Yo estaba sentado en nuestro oscuro campamento, El Acre, torturado por los mosquitos. No podía encontrar las moras que de día utilizábamos para ahuyentar a los insectos. El humo de Jerónimo estaba demasiado lejos para espantarlos, y hacer un fuego tan cerca del que había destruido nuestro hogar me parecía ominoso. El incendio seguía devorándolo todo con la violenta gula con que las llamas se alimentan de la madera seca, escupiéndola hacia el cielo transformada en ceniza. Los niños se habían metido bajo un colgadizo, donde se escondieron y durmieron. Las lamentaciones de Mr. Haddy sobre su barca se habían convertido en perezosos ronquidos. Estaba borracho y atontado de sueño. Padre se buscó un rincón del campamento y bajó la cabeza. Se durmió como los demás. No había pronunciado una sola palabra.
—Duérmete un rato, Charlie —dijo Madre.
Bostezó. No tardó en dormirse. Sólo yo velaba. Rodeado del general ronroneo, descubrí cuán largas eran las noches de Padre. Generalmente era él quien veía pasar la noche. En la oscuridad se oía un traqueteo, la caída de ramas y el breve galope de los árboles derrumbándose. Los murciélagos chillaban y algunos pájaros, asustados por el fuego, aún maullaban, mientras otros silbaban como clarinetes. Aquellos sonidos —sobre todo los de los pájaros— no eran propios de la jungla. Eran demasiado ásperos, importunos e irritantes entre los suaves árboles negros que nos rodeaban.
El desorden era allí un ruido, más fuerte de noche, más penetrante en los lugares más oscuros. Parte del ruido consistía en una especie de borbotones de manguera rota. Oí cómo la jungla se desgarraba. Aquellas criaturas ocultas, e incluso algunos árboles, tenían voces. Proclamaban su temor, ruidoso y desvelado, por todos los ámbitos de la noche, agitados por el fuego que agitaba el cielo entero. Estaba ciego, y el mundo se derrumbaba como gotas de rocío a mi alrededor. No parecía tener remedio, no se podía atascar ni calmar ni adormilan Todo me rugía. Entonces me abandonó la esperanza y empecé a inquietarme, completamente despierto. Aquello no era soledad, sino más bien una pesadilla de destrucción, una rueda de hierro que giraba y giraba, con monótono estruendo, en la oscuridad intemporal, esparciendo plumas y garras.
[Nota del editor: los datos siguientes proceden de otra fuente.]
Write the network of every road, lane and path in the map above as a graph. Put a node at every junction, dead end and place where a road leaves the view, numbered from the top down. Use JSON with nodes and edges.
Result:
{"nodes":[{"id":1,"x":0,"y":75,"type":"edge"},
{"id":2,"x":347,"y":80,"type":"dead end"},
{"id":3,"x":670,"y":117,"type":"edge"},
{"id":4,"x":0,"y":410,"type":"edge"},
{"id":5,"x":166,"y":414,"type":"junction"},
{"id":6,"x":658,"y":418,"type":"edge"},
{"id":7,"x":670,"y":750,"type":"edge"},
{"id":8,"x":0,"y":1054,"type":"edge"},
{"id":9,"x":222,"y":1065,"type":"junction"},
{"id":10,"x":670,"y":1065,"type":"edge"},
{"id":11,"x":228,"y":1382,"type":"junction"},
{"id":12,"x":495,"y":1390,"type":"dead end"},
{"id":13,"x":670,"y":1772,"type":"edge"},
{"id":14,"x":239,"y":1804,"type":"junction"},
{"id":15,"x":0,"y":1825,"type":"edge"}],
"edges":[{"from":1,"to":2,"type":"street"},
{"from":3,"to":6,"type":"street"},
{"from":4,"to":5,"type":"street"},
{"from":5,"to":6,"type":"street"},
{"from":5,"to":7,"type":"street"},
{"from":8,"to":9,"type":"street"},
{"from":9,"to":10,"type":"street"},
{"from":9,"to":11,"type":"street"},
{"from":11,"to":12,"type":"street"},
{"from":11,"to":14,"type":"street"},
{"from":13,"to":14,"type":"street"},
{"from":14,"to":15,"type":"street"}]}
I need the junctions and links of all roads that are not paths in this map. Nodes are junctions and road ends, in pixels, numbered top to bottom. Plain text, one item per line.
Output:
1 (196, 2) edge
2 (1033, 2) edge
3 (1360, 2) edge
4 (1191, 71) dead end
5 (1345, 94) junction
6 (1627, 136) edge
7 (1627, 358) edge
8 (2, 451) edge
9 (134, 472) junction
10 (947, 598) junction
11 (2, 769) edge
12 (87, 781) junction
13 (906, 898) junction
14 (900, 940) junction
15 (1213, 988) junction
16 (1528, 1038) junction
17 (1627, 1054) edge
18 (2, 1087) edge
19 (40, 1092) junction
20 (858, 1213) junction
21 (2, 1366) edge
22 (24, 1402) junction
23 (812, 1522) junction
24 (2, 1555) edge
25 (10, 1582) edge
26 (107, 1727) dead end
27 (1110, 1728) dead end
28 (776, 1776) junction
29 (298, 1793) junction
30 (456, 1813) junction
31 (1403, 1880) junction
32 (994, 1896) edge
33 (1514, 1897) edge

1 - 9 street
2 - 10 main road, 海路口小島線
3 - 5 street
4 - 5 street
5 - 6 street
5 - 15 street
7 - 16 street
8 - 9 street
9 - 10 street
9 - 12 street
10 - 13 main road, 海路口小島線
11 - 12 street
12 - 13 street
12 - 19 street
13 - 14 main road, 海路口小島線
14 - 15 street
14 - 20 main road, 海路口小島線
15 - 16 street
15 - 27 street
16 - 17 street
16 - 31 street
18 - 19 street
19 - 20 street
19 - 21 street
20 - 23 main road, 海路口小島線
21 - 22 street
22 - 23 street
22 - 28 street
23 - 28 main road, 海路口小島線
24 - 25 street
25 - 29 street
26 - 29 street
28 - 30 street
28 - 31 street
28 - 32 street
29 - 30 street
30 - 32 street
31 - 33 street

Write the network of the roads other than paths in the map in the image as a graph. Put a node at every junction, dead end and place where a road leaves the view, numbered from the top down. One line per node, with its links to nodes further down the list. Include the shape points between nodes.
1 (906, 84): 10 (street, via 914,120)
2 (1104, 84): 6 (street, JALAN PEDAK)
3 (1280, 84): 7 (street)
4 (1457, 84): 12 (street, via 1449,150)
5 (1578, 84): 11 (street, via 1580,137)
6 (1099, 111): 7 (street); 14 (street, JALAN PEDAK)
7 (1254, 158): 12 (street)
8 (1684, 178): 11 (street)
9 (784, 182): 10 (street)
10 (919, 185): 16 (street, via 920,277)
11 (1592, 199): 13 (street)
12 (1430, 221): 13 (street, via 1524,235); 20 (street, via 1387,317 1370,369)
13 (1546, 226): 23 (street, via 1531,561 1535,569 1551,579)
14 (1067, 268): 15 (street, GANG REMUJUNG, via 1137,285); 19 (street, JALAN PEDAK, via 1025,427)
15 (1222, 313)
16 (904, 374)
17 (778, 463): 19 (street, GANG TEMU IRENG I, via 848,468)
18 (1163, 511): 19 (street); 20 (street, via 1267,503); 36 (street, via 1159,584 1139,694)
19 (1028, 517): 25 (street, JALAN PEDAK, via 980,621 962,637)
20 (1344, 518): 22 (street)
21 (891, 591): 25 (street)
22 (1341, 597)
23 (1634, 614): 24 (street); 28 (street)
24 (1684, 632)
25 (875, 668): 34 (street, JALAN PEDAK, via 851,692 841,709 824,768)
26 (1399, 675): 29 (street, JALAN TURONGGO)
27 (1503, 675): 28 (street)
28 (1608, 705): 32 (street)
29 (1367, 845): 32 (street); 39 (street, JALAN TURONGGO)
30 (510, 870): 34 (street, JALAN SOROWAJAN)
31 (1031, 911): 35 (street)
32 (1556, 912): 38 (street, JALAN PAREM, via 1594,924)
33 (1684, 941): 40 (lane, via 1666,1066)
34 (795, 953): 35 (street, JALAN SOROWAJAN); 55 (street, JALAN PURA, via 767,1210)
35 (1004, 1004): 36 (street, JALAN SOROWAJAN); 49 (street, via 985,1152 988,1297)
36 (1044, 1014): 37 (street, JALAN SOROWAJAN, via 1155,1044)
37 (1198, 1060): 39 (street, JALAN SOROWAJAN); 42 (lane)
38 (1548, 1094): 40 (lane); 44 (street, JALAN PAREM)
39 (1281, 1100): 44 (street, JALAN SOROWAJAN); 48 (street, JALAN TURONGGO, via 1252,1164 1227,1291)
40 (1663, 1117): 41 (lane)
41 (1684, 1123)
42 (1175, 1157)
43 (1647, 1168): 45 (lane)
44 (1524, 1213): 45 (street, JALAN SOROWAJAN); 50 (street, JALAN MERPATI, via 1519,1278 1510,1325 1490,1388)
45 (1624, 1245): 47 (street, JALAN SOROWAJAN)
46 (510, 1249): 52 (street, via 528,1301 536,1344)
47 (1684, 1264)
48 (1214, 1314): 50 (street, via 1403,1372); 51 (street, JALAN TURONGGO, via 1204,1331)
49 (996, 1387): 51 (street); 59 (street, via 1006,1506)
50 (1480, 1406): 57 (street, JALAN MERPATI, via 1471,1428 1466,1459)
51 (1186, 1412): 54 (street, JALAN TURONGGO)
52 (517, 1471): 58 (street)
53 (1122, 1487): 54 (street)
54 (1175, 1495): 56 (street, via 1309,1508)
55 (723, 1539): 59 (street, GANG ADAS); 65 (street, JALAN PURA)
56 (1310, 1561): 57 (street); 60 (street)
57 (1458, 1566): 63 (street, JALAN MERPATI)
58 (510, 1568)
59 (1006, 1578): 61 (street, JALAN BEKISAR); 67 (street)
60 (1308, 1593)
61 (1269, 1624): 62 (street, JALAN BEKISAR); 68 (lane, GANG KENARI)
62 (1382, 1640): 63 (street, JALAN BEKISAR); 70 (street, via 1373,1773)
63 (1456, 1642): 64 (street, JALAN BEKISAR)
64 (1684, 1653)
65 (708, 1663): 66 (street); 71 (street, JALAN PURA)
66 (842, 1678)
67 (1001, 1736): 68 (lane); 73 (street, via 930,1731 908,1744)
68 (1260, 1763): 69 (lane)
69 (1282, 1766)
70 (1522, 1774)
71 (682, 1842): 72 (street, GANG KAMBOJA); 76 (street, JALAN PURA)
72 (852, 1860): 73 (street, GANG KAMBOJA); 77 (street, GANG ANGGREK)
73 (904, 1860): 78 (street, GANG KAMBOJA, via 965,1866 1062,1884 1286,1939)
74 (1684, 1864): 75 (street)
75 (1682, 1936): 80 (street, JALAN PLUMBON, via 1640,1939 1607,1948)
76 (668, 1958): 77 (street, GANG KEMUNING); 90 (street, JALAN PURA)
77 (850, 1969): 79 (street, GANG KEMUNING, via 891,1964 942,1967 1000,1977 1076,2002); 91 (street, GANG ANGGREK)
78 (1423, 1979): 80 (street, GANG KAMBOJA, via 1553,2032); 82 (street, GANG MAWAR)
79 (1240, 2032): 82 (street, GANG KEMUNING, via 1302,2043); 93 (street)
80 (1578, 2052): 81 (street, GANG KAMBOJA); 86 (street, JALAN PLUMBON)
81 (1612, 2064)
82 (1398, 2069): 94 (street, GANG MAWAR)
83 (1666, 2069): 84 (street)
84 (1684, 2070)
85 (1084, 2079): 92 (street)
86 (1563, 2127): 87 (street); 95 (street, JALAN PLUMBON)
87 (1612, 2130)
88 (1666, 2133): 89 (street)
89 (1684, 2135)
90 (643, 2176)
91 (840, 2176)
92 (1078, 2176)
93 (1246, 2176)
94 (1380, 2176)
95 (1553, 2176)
Pero Padre conocía el secreto de aquellos sonidos abrumadores. Otras noches como aquélla que tanto me inquietaba habían llenado su cabeza de proyectos. Por consiguiente, cuando llegó al alba, le conocía mejor y le temía más que cuando presenciamos la devastadora ruina de Jerónimo.
—Déjale dormir —dijo Madre.
Me asombró ver que seguía dormido. Nunca le había visto dormir tan profundamente. Estaba tumbado sobre un costado, como un erizo, tapándose el rostro con los brazos, las piernas flexionadas: un faro de opacos ronquidos. Estaba tan quieto que las moscas se habían instalado en su camisa y rascaban tranquilas los pliegues, como si estuvieran jugando. Nadie abrió la boca, nadie quería oír lo que tuviera que decir cuando despertara.